If conflict resolution actions are not taken, this time spent and emotional impact of conflict in the workplace can snowball and create bigger issues. If steps are not taken to resolve ongoing conflicts and levels of mental and emotional stress are not managed, there is likely to be an increase in employee turnover, which will cost an organization even more time and money, as well as a general decrease in employee morale, even among those not previously engaged in conflict. These issues can ultimately endanger the long-term prospects of the organization itself.

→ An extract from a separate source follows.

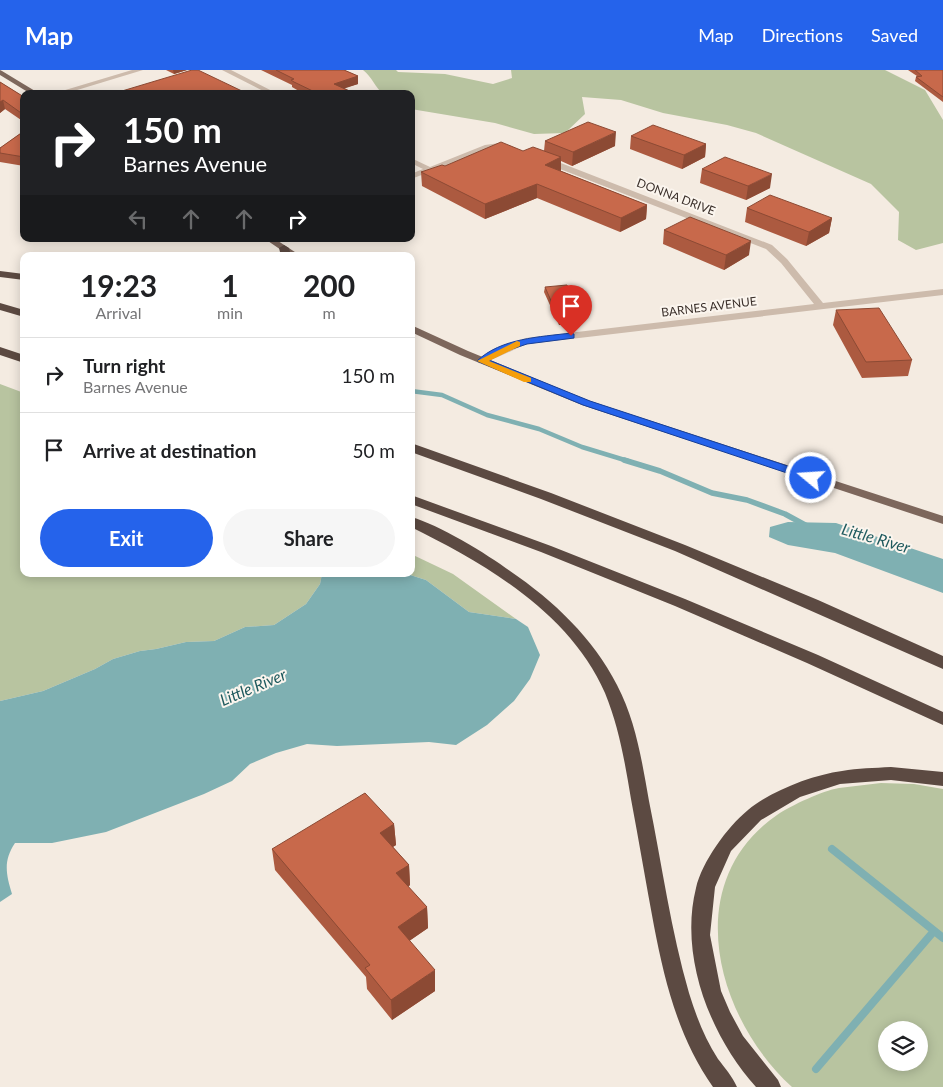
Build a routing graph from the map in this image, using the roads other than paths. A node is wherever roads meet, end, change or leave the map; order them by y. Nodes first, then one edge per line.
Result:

What can you do when conflicts arise?
While the survey data highlights the detrimental effects of conflict in the workplace, it is important to remember that not all conflict is bad. After all, the most common sources of conflict are work-related, and creative tensions can lead to positive changes in teams and organizations. For that to happen, effective managers need to be able to identify when conflict is good and when it is bad. But in either case, managing the conflict situation is key because conflict rarely resolves itself. It usually escalates if not dealt with properly, and may even cause some positive tension to devolve into a big problem if not resolved.
So, what should be done to deal with conflict effectively? There is no set playbook for dealing with workplace issues, but there are some tips that might help:
- Set ground rules. Sometimes the best way to deal with conflict is to avoid it altogether. If acceptable behavior can just be clearly defined beforehand, then people will be less likely to find themselves in conflict situations. This can include understandable frameworks for decision making, clearly defined job roles so that people know what is expected of them through clear and effective communication from a defined chain of command. The better the rules are defined, the smoother the game can be played.
- Tackle the issue head on. Most people tend to be averse to conflict, so much so that they fail to address it when they see it occur. But by addressing conflicts as they happen, an organization can avoid having an issue continue to fester beneath the surface and impact productivity over the long term. This can even mean being proactive in looking for potential flashpoints and addressing them to prevent potential conflicts from ever happening.
- Consider all sides involved. Whether you agree or not, it is important to give all sides involved an opportunity to make their case and to make people feel that their voice is heard. If not, then someone will always feel like they have gotten the short end of the stick and may end up distrusting the conflict mediation process, exacerbating any potential future conflict.
- Keep it calm. When disagreements occur and tensions are high, emotions can get the best of anyone. By staying calm and keeping the involved parties calm as well, you can avoid devolving further into personal attacks and make sure that a productive outcome is possible.
- Find commonalities. If possible, look for points of agreement between the two sides. By highlighting the commonalities, you force the sides involved to find common ground, which can help rebuild elements of trust and ultimately find a compromise.
With human nature being what is, conflicts in the workplace are an inescapable fact of life for any organization. Although the sources of conflict vary, ranging from process-related issues to personal attacks, left unaddressed they can negatively impact employees and their ability to function within the organization, resulting in decreased productivity. Conflicts are not only detrimental to the emotional and mental well-being of employees; they also take up valuable time that could be spent on productive work. But by taking steps to tackle conflict head on, employees end up feeling better, teams communicate better, and companies are more productive. Addressing and resolving conflict is therefore necessary for any organization to be able to succeed.